Equity Need Not Be a Zero-Sum Game
There are alternative solutions for the future of Minnesota Athletics. For example, rather than pitting men’s teams against women’s, the department could alter the roster size of its largest sport: men’s football. Although roughly 115 men comprise the roster, only a portion of them see playing time throughout the season and only 11 players participate in the game at any given time. Even with allocations for offense, defense, and special teams, the football roster could be much slimmer. In the NFL, rosters include only 53 players.
Since the cost per athlete is much higher in football than any other men’s sport except basketball, cutting roster spots for football instead of entire low-cost men’s teams could allow for a less expensive and more equitable outcome.
Since the cost per athlete is much higher in football than any other men’s sport except basketball, cutting roster spots for football instead of entire low-cost men’s teams could allow for a less expensive and more equitable outcome. As it stands, the department seems more willing to consider cutting additional teams than to decrease football spending. In the same year as football coaches were extended multi-million, multi-year contracts, seven head coaches of other sports were granted contracts with “program elimination” termination clauses. In short: more team cuts may be forthcoming.

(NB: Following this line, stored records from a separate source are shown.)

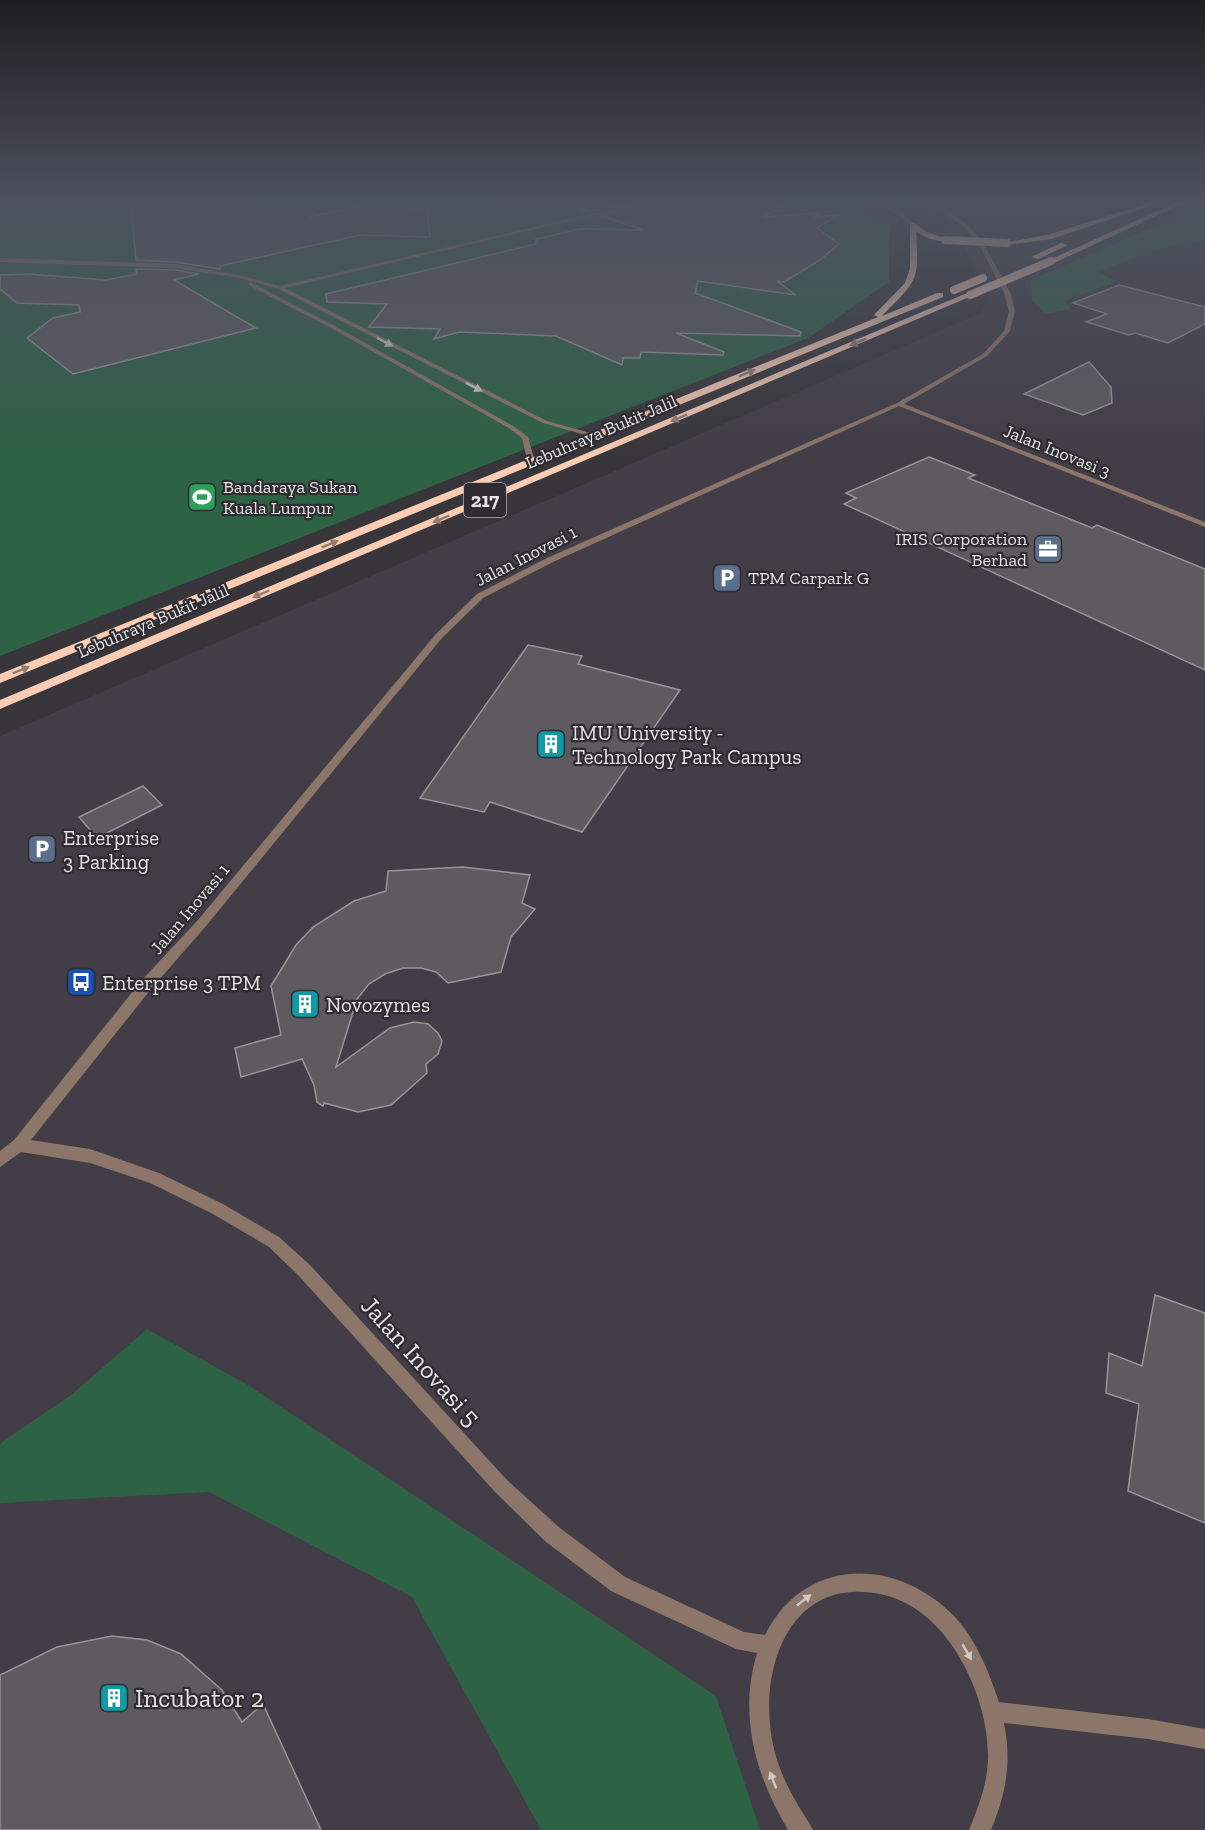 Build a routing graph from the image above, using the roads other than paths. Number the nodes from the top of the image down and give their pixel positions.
1 (257, 288) edge
2 (280, 288) edge
3 (905, 288) edge
4 (958, 288) edge
5 (986, 288) edge
6 (1005, 288) edge
7 (876, 319) junction
8 (899, 404) junction
9 (596, 436) junction
10 (531, 462) junction
11 (1205, 525) edge
12 (0, 679) edge
13 (0, 705) edge
14 (19, 1145) junction
15 (0, 1160) edge
16 (769, 1646) junction
17 (992, 1711) junction
18 (1205, 1739) edge
19 (802, 1830) edge
20 (980, 1830) edge

1 - 10 street
2 -> 9 street
3 - 7 highway
4 - 7 highway, Lebuhraya Bukit Jalil / 217, bridge
5 -> 13 highway, Lebuhraya Bukit Jalil / 217, bridge
6 - 8 street, Jalan Inovasi 1
9 -> 7 highway, Lebuhraya Bukit Jalil / 217
8 - 11 street, Jalan Inovasi 3
8 - 14 street, Jalan Inovasi 1
9 - 10 highway, Lebuhraya Bukit Jalil / 217
12 -> 10 highway, Lebuhraya Bukit Jalil / 217
14 - 15 street, Jalan Inovasi 1
14 - 16 street, Jalan Inovasi 5
16 -> 17 street
19 -> 16 street
17 - 18 street
17 - 20 street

Ultimately, athletes who compete at the University of Minnesota are policy beneficiaries, protected by civil rights law against discrimination. The incomplete picture Gopher Athletics paints of their commitment to Title IX glosses over inequitable practices, ignores alternative solutions which could better address the financial strain as the pandemic worsens, and fundamentally undermines the pursuit of gender equity more broadly. Public institutions like the University of Minnesota owe better to the stakeholders they serve.
Elizabeth Sharrow is Associate Professor in the School of Public Policy and the Department of History at the University of Massachusetts Amherst. Her scholarship examines the policy history and implications of Title IX. She holds a M.P.P. from the Humphrey School of Public Affairs and a Ph.D. in political science from the University of Minnesota. She is a former team captain (Class of 2002, summa cum laude) and varsity assistant coach (2002-2007) of the Minnesota Women’s Rowing team. She coached four boats to Big Ten Conference titles (2006 & 2007) and a 6th place team finish at the 2007 NCAA Women’s Rowing National Championships.